What Healthy Looks Like

In normal operation, the cluster should show 8 services.

Each service should have:

  • Status set to Active
  • Deployments showing only green bars
  • Tasks showing only green bars
  • 1/1 tasks running

Blue bars usually indicate an in-progress deployment or another non-steady state. In routine production operation, you should not expect to see blue bars.

ECS Healthy State

Expected Services

The production cluster should contain these services:

Service name Purpose
tracker-restapi-production-admin Admin UI backend
tracker-restapi-production-anisette Anisette bootstrap and Apple account support
tracker-restapi-production-api Main tracker REST API
tracker-restapi-production-frontend Public frontend
tracker-restapi-production-materialized-view-service Materialized view maintenance
tracker-restapi-production-notification-service Notification delivery
tracker-restapi-production-tracker-fetcher-2 Apple Find My tracker fetcher
tracker-restapi-production-unified-geofence Unified geofence processing

If the service count differs from 8, check whether a deployment is in progress, whether a service was intentionally removed, or whether ECS is failing to place tasks.

How To Check Logs

To inspect a service:

  1. Click the service name.
  2. Open the Logs tab.
  3. Review the recent log stream entries.

Look for:

  • repeated task crashes
  • authentication failures
  • database connection errors
  • Redis or queue issues
  • deployment start-up errors
  • tracebacks that appear after a new rollout

If the service has a health check problem, the logs usually explain why the task is not staying in service.

How To Restart A Service

If a service is wedged, unhealthy, or needs to pick up a configuration change, restart it by forcing a new ECS deployment. This is the standard way to restart the running containers because the tasks do not have ECS Exec enabled and there is no direct shell access into the running tasks.

In the AWS console:

  1. Open the affected service.
  2. Choose Update service.
  3. Enable Force new deployment.
  4. Save the change.

ECS will stop the existing task and start a replacement task from the same service definition. For a healthy service, the deployment should settle back to 1/1 running tasks with green bars.

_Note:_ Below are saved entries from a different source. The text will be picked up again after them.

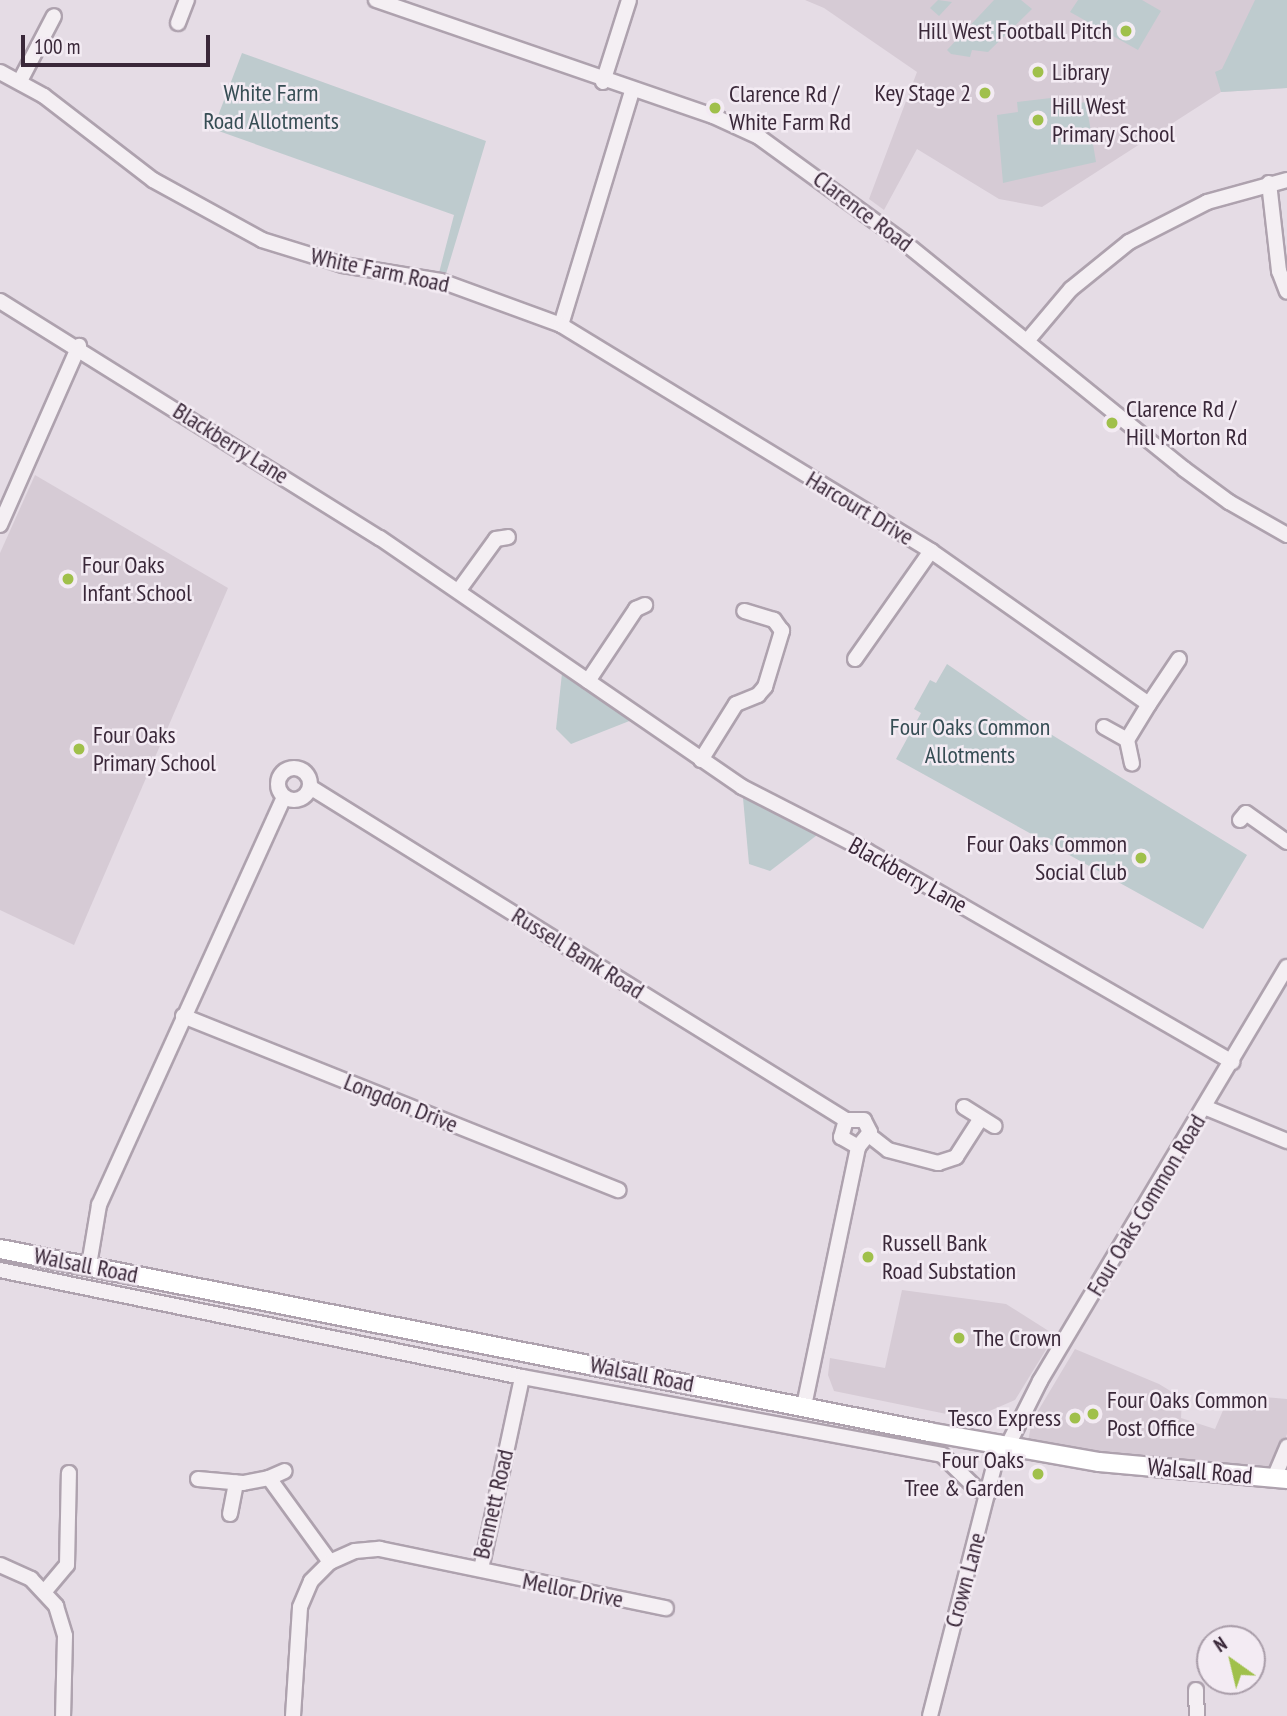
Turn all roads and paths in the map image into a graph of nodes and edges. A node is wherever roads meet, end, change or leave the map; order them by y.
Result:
1 (187, 0) edge
2 (376, 0) edge
3 (629, 0) edge
4 (54, 16) dead end
5 (178, 23) dead end
6 (0, 72) edge
7 (20, 81) junction
8 (603, 82) junction
9 (632, 91) junction
10 (1287, 180) edge
11 (1269, 183) junction
12 (1287, 292) edge
13 (0, 301) edge
14 (561, 325) junction
15 (1027, 341) junction
16 (79, 346) junction
17 (0, 525) edge
18 (1287, 535) edge
19 (508, 537) dead end
20 (931, 551) junction
21 (459, 590) junction
22 (646, 605) dead end
23 (744, 611) dead end
24 (855, 659) dead end
25 (1179, 659) dead end
26 (587, 681) junction
27 (1149, 704) junction
28 (1104, 727) dead end
29 (1127, 740) junction
30 (701, 760) junction
31 (1132, 763) dead end
32 (310, 787) junction
33 (284, 797) junction
34 (1245, 812) dead end
35 (1287, 842) edge
36 (1287, 967) edge
37 (183, 1016) junction
38 (1233, 1062) junction
39 (964, 1107) dead end
40 (1204, 1107) junction
41 (981, 1118) junction
42 (846, 1120) junction
43 (994, 1126) dead end
44 (869, 1135) junction
45 (1287, 1140) edge
46 (858, 1147) junction
47 (619, 1190) dead end
48 (0, 1249) edge
49 (89, 1265) junction
50 (0, 1270) edge
51 (522, 1377) junction
52 (804, 1406) junction
53 (1004, 1444) junction
54 (1287, 1447) edge
55 (285, 1472) dead end
56 (69, 1473) dead end
57 (270, 1478) junction
58 (1281, 1478) edge
59 (198, 1479) dead end
60 (236, 1483) junction
61 (988, 1493) junction
62 (230, 1514) dead end
63 (330, 1562) junction
64 (0, 1565) edge
65 (481, 1569) junction
66 (45, 1591) junction
67 (666, 1608) dead end
68 (1196, 1695) edge
69 (63, 1716) edge
70 (293, 1716) edge
71 (930, 1716) edge
72 (1197, 1716) edge

1 - 5 street
2 - 8 street, Clarence Road
3 - 8 street
4 - 7 street
6 - 7 street, White Farm Road
7 - 14 street, White Farm Road
8 - 9 street, Clarence Road
9 - 14 street
9 - 15 street, Clarence Road
10 - 11 street
11 - 12 street
11 - 15 street
13 - 16 street, Blackberry Lane
14 - 20 street, Harcourt Drive
15 - 18 street, Clarence Road
16 - 17 street
16 - 21 street, Blackberry Lane
19 - 21 street
20 - 24 street
20 - 27 street, Harcourt Drive
21 - 26 street, Blackberry Lane
22 - 26 street
23 - 30 street
25 - 27 street
26 - 30 street, Blackberry Lane
27 - 29 street
28 - 29 street
29 - 31 street
30 - 38 street, Blackberry Lane
32 - 33 street
32 - 33 street, Russell Bank Road
32 - 42 street, Russell Bank Road
33 - 37 street, Russell Bank Road
34 - 35 street
36 - 38 street, Four Oaks Common Road
37 - 47 street, Longdon Drive
37 - 49 street, Russell Bank Road
38 - 40 street, Four Oaks Common Road
39 - 41 street
40 - 45 street
40 - 53 street, Four Oaks Common Road
41 - 43 street
41 - 44 street
42 - 44 street, Russell Bank Road
42 - 46 street
44 - 46 street
46 - 52 street
48 - 49 main road, Walsall Road
49 - 52 main road, Walsall Road
50 - 51 street, Walsall Road
51 - 61 street, Walsall Road
51 - 65 street, Bennett Road
52 - 53 main road, Walsall Road
53 - 58 main road, Walsall Road
53 - 61 street, Crown Lane
54 - 58 street
55 - 57 street
56 - 66 street
57 - 60 street
57 - 63 street
59 - 60 street
60 - 62 street
61 - 71 street, Crown Lane
63 - 65 street, Bennett Road
63 - 70 street
64 - 66 street
65 - 67 street, Mellor Drive
66 - 69 street
68 - 72 street

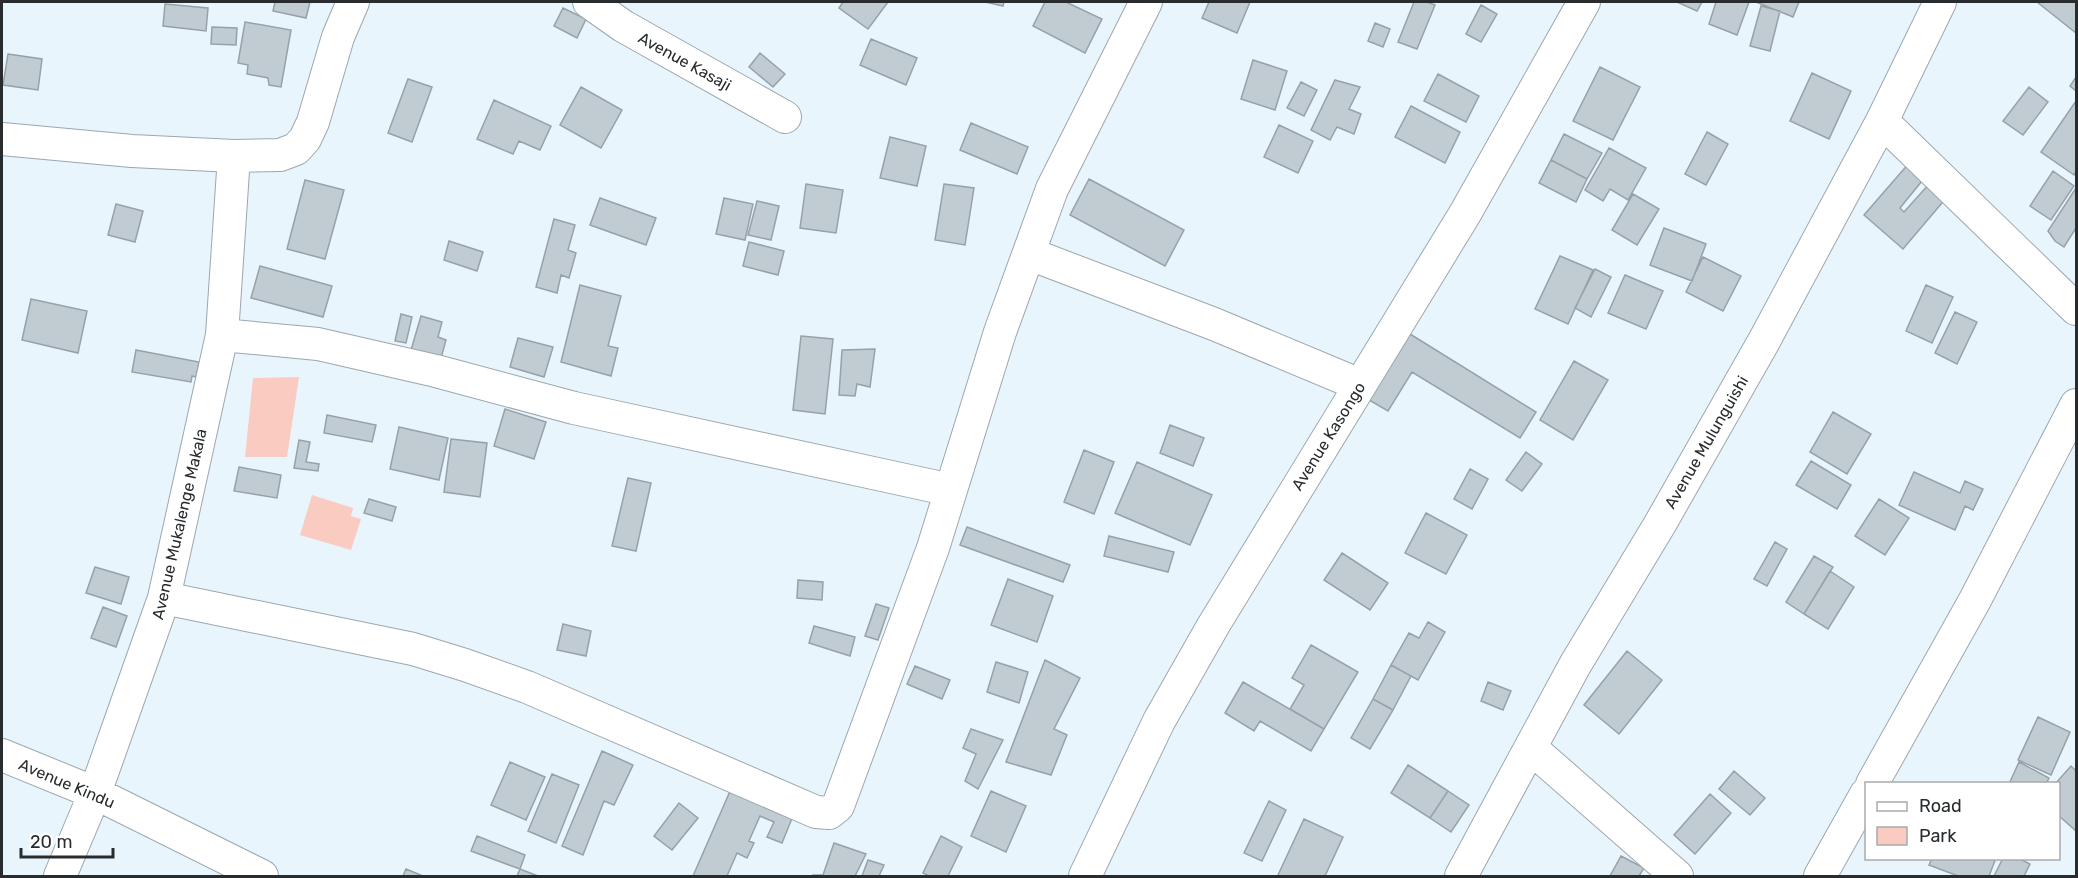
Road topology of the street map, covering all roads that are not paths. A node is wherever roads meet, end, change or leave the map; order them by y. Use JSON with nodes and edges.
{"nodes":[{"id":1,"x":353,"y":2,"type":"edge"},
{"id":2,"x":589,"y":2,"type":"edge"},
{"id":3,"x":1146,"y":2,"type":"edge"},
{"id":4,"x":1584,"y":2,"type":"edge"},
{"id":5,"x":1940,"y":2,"type":"edge"},
{"id":6,"x":785,"y":117,"type":"dead end"},
{"id":7,"x":1882,"y":121,"type":"junction"},
{"id":8,"x":2,"y":139,"type":"edge"},
{"id":9,"x":234,"y":156,"type":"junction"},
{"id":10,"x":1030,"y":254,"type":"junction"},
{"id":11,"x":2076,"y":309,"type":"edge"},
{"id":12,"x":222,"y":335,"type":"junction"},
{"id":13,"x":1360,"y":385,"type":"junction"},
{"id":14,"x":2076,"y":405,"type":"edge"},
{"id":15,"x":951,"y":490,"type":"junction"},
{"id":16,"x":165,"y":598,"type":"junction"},
{"id":17,"x":1531,"y":748,"type":"junction"},
{"id":18,"x":2,"y":755,"type":"edge"},
{"id":19,"x":1873,"y":782,"type":"edge"},
{"id":20,"x":95,"y":793,"type":"junction"},
{"id":21,"x":1865,"y":796,"type":"edge"},
{"id":22,"x":60,"y":876,"type":"edge"},
{"id":23,"x":261,"y":876,"type":"edge"},
{"id":24,"x":1085,"y":876,"type":"edge"},
{"id":25,"x":1461,"y":876,"type":"edge"},
{"id":26,"x":1677,"y":876,"type":"edge"},
{"id":27,"x":1820,"y":876,"type":"edge"}],
"edges":[{"from":1,"to":9,"type":"street"},
{"from":2,"to":6,"type":"street","name":"Avenue Kasaji"},
{"from":3,"to":10,"type":"street"},
{"from":4,"to":13,"type":"street","name":"Avenue Kasongo"},
{"from":5,"to":7,"type":"street","name":"Avenue Mulunguishi"},
{"from":7,"to":11,"type":"street"},
{"from":7,"to":17,"type":"street","name":"Avenue Mulunguishi"},
{"from":8,"to":9,"type":"street"},
{"from":9,"to":12,"type":"street","name":"Avenue Mukalenge Makala"},
{"from":10,"to":13,"type":"street"},
{"from":10,"to":15,"type":"street"},
{"from":12,"to":15,"type":"street"},
{"from":12,"to":16,"type":"street","name":"Avenue Mukalenge Makala"},
{"from":13,"to":24,"type":"street","name":"Avenue Kasongo"},
{"from":14,"to":19,"type":"street"},
{"from":15,"to":16,"type":"street"},
{"from":16,"to":20,"type":"street","name":"Avenue Mukalenge Makala"},
{"from":17,"to":25,"type":"street","name":"Avenue Mulunguishi"},
{"from":17,"to":26,"type":"street"},
{"from":18,"to":20,"type":"street","name":"Avenue Kindu"},
{"from":20,"to":22,"type":"street","name":"Avenue Mukalenge Makala"},
{"from":20,"to":23,"type":"street","name":"Avenue Kindu"},
{"from":21,"to":27,"type":"street"}]}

If you only need to bounce a single stuck task, you can stop the task from the service page and let ECS replace it automatically.

CLI equivalent:

AWS_PROFILE=glimpse-prod aws ecs update-service \
  --cluster tracker-restapi-production-cluster \
  --service tracker-restapi-production-api \
  --force-new-deployment

Replace tracker-restapi-production-api with the service you want to restart. This performs the same action as Force new deployment in the console and is useful when you are already working from a shell inside the VPC or prefer to automate the restart.

What To Check First

If something looks wrong, check the following in order:

  1. The service Status
  2. The task count, especially whether it is still 1/1
  3. The Deployments and Tasks bars for blue sections
  4. The most recent log lines for the affected service
  5. Whether the issue affects one service or multiple services at the same time

That sequence usually tells you whether the problem is isolated to one component or is affecting the whole cluster.

Quick Triage Guide

  • API or frontend problems: check tracker-restapi-production-api and tracker-restapi-production-frontend
  • Authentication or Apple account problems: check tracker-restapi-production-anisette
  • Tracker fetch failures: check tracker-restapi-production-tracker-fetcher-2
  • Geofence processing problems: check tracker-restapi-production-unified-geofence
  • Missing or stale materialized data: check tracker-restapi-production-materialized-view-service
  • Admin panel issues: check tracker-restapi-production-admin
  • Notification failures: check tracker-restapi-production-notification-service

Escalation

Escalate if any of the following are true:

  • a service is not Active
  • one or more services are not at 1/1
  • deployments remain blue for longer than expected
  • multiple services fail at the same time
  • logs show repeated crashes, auth failures, or database connectivity errors

When escalating, include:

  • the cluster name: tracker-restapi-production-cluster
  • the affected service name
  • the time you observed the issue
  • the most recent log error or stack trace